組織の人間がロイに近づいてくる。落札が決まった。
ロイはエドワードしか見ていない。
「ふたつで一億分の価値がある」
エドワードが背中を押されて壇上を降りてくる。勿体をつけてカフスを外しながらロイは呟く。実際の金額は知らないが、そんなことを教えてやる義理はない。というより、いずれにせよくれてやるつもりもなかったが。
彼の目は、エドワードだけを見ている。
「お客様はお目が高い。確かに磨けばまたとない宝となるでしょう」
媚に満ちた追従が遠くで聞こえた。
ロイは近づいてくるエドワードから視線を逃さず、カフスを外した手を、再び握り締めた。
ミスター? という声はもはや聞こえなかった。席を立ち上がるとカフスを握りしめたままの拳で男を殴り飛ばし、階段状になっている席を一気に駆け下りると、連れてこられるエドワードを腹から掻っ攫って、そのまま外へと駆け出していく。予想外の事態に一時場は騒然としたが、そのあたりは組織も一応素人ではないのですぐにも追っ手がついた。だが、いずれも発火布をつけた焔の錬金術師の敵ではない。
建物を破壊しないよう、かつ入り口だけは器用に塞ぐようにして、ロイは「荷物」を抱えながら出口まで走る。

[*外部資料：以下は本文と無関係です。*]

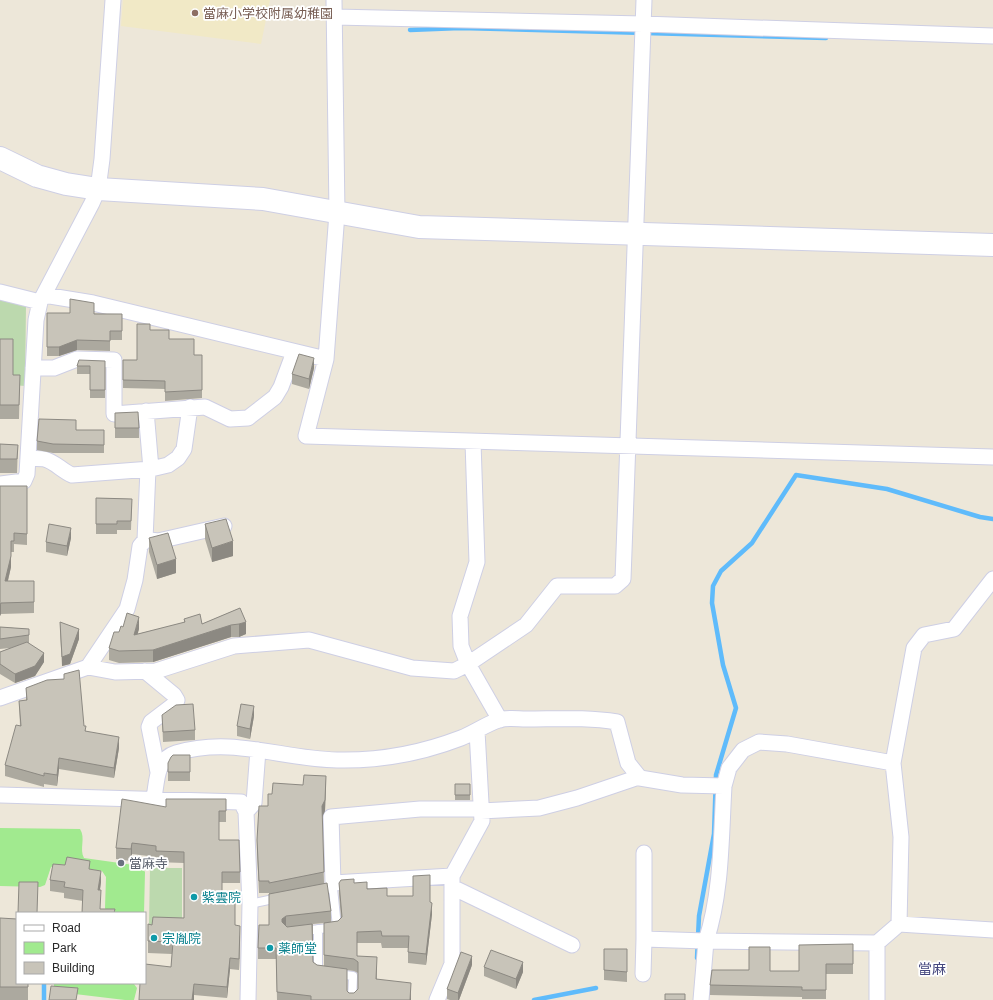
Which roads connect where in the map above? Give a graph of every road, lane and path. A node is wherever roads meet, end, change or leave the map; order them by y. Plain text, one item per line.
1 (113, 0) edge
2 (334, 0) edge
3 (644, 0) edge
4 (335, 17) junction
5 (643, 24) junction
6 (993, 36) edge
7 (0, 158) edge
8 (98, 189) junction
9 (337, 213) junction
10 (636, 233) junction
11 (993, 245) edge
12 (0, 292) edge
13 (42, 298) junction
14 (294, 352) junction
15 (326, 360) junction
16 (33, 368) junction
17 (190, 407) junction
18 (146, 411) junction
19 (473, 442) junction
20 (629, 447) junction
21 (993, 457) edge
22 (28, 458) junction
23 (150, 469) junction
24 (0, 484) edge
25 (224, 526) edge
26 (145, 540) junction
27 (993, 579) edge
28 (468, 664) junction
29 (88, 667) junction
30 (145, 671) junction
31 (0, 698) edge
32 (500, 720) junction
33 (476, 731) junction
34 (258, 750) junction
35 (893, 764) junction
36 (158, 772) junction
37 (639, 777) junction
38 (717, 786) junction
39 (0, 795) edge
40 (154, 798) junction
41 (481, 810) junction
42 (246, 812) junction
43 (644, 853) dead end
44 (452, 882) junction
45 (333, 886) junction
46 (305, 892) edge
47 (284, 896) edge
48 (250, 904) junction
49 (899, 924) junction
50 (318, 929) junction
51 (993, 930) edge
52 (295, 932) edge
53 (644, 939) junction
54 (700, 941) junction
55 (877, 943) junction
56 (572, 946) dead end
57 (642, 974) dead end
58 (248, 1000) edge
59 (352, 1000) edge
60 (437, 1000) edge
61 (701, 1000) edge
62 (877, 1000) edge

1 - 8 street
2 - 4 street
3 - 5 street
4 - 5 street
4 - 9 street
5 - 6 street
5 - 10 street
7 - 8 street
8 - 9 street
8 - 13 street
9 - 10 street
9 - 15 street
10 - 11 street
10 - 20 street
12 - 13 street
13 - 14 street
13 - 16 street
14 - 15 street
14 - 17 street
15 - 19 street
16 - 18 street
16 - 22 street
17 - 18 street
17 - 23 street
18 - 23 street
19 - 20 street
19 - 28 street
20 - 21 street
20 - 28 street
22 - 23 street
22 - 24 street
23 - 26 street
25 - 26 street
26 - 29 street
27 - 35 street
28 - 30 street
28 - 32 street
29 - 30 street
29 - 31 street
30 - 36 street
32 - 33 street
32 - 37 street
33 - 34 street
33 - 41 street
34 - 36 street
34 - 42 street
35 - 38 street
35 - 49 street
36 - 40 street
37 - 38 street
37 - 41 street
38 - 54 street
39 - 40 street
40 - 42 street
41 - 44 street
41 - 45 street
42 - 48 street
43 - 53 street
44 - 45 street
44 - 56 street
44 - 60 street
45 - 46 lane
45 - 50 lane
47 - 48 lane
48 - 58 street
49 - 51 street
49 - 55 street
50 - 52 lane
50 - 59 lane
53 - 54 street
53 - 57 street
54 - 55 street
54 - 61 street
55 - 62 street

中の騒ぎを聞きつけて、本隊が突入する手はずになっている。合流してしまえば、ロイの仕事は半分以上が終わりのはずだ。
「…しつっこい!」
ロイは半身になって容赦なく追っ手の体だけが吹っ飛ぶように、その足元を狙って爆撃を起こした。こうなってくると、「荷物」が大人しくしてくれていることだけが救いだった。これで暴れられた日には確実に逃走の妨げとなっていただろう。
「…ちっ」
ひとまず追っ手をまいて、ロイは、目に付いた部屋に身を潜めることにした。単純に視線の先にあったからだが、ドアを蹴破ってみて顔をしかめた。組織やオークションの質を考えればおかしくもないのだろうが、飛び込んだ部屋の奥にはベッドがあって、その上では忙しく肥満した体を動かす男がいたからだ。下にも誰かいるのは勿論聴かなくても解る。わかりたくもなかったが。
「な、なんだ、きさまは!」
男が慌てて振り返り、ロイにがなりたててきた。だが肩に担いだ状態の少年を確かめると、好色な笑みを浮かべて舌なめずりした。
「なんだ、部屋を間違えたか? ここはVIP専用…」
その台詞で、ロイは、自分が同類だと思われたことを理解した。彼は黙って空いた方の手を上げると、容赦なく指を弾いた。
男の体の下には、まるで人形のように無反応な娘がいた。放心しているように見える。どうせ乱入するなら間に合ってくれたらよかったのに、とロイは一瞬思ったが、今からでもまあ遅くはないかもしれない。
ぷすぷすと焼け焦げた男が何もいわず部屋の隅に転がると、まだ随分と若そうな娘は半身を起こした。その身は中途半端に乱されていたが、下着はつけているように見え、妙な話だがロイは少しだけ安堵した。本当に少しだけ。
「東方司令部だ。組織を検挙しに来た」
娘は怪訝そうな顔で首を傾げた。それに、ロイは困ったように眉をひそめる。
今目の前の娘を助けなくてはいけないと感じるのは、肩に担いだ少年の無事を誰より祈っていたせいだと気づいていた。重ねてしまわずにいられないのだ。もしもこの娘のように、誰とも知らない人間に彼が買い取られていたと思うと血の気が引く。今ここで助けたのが彼でなくこの娘であったことに一瞬ほっとした自分は最低だと思った、そういう背景がある。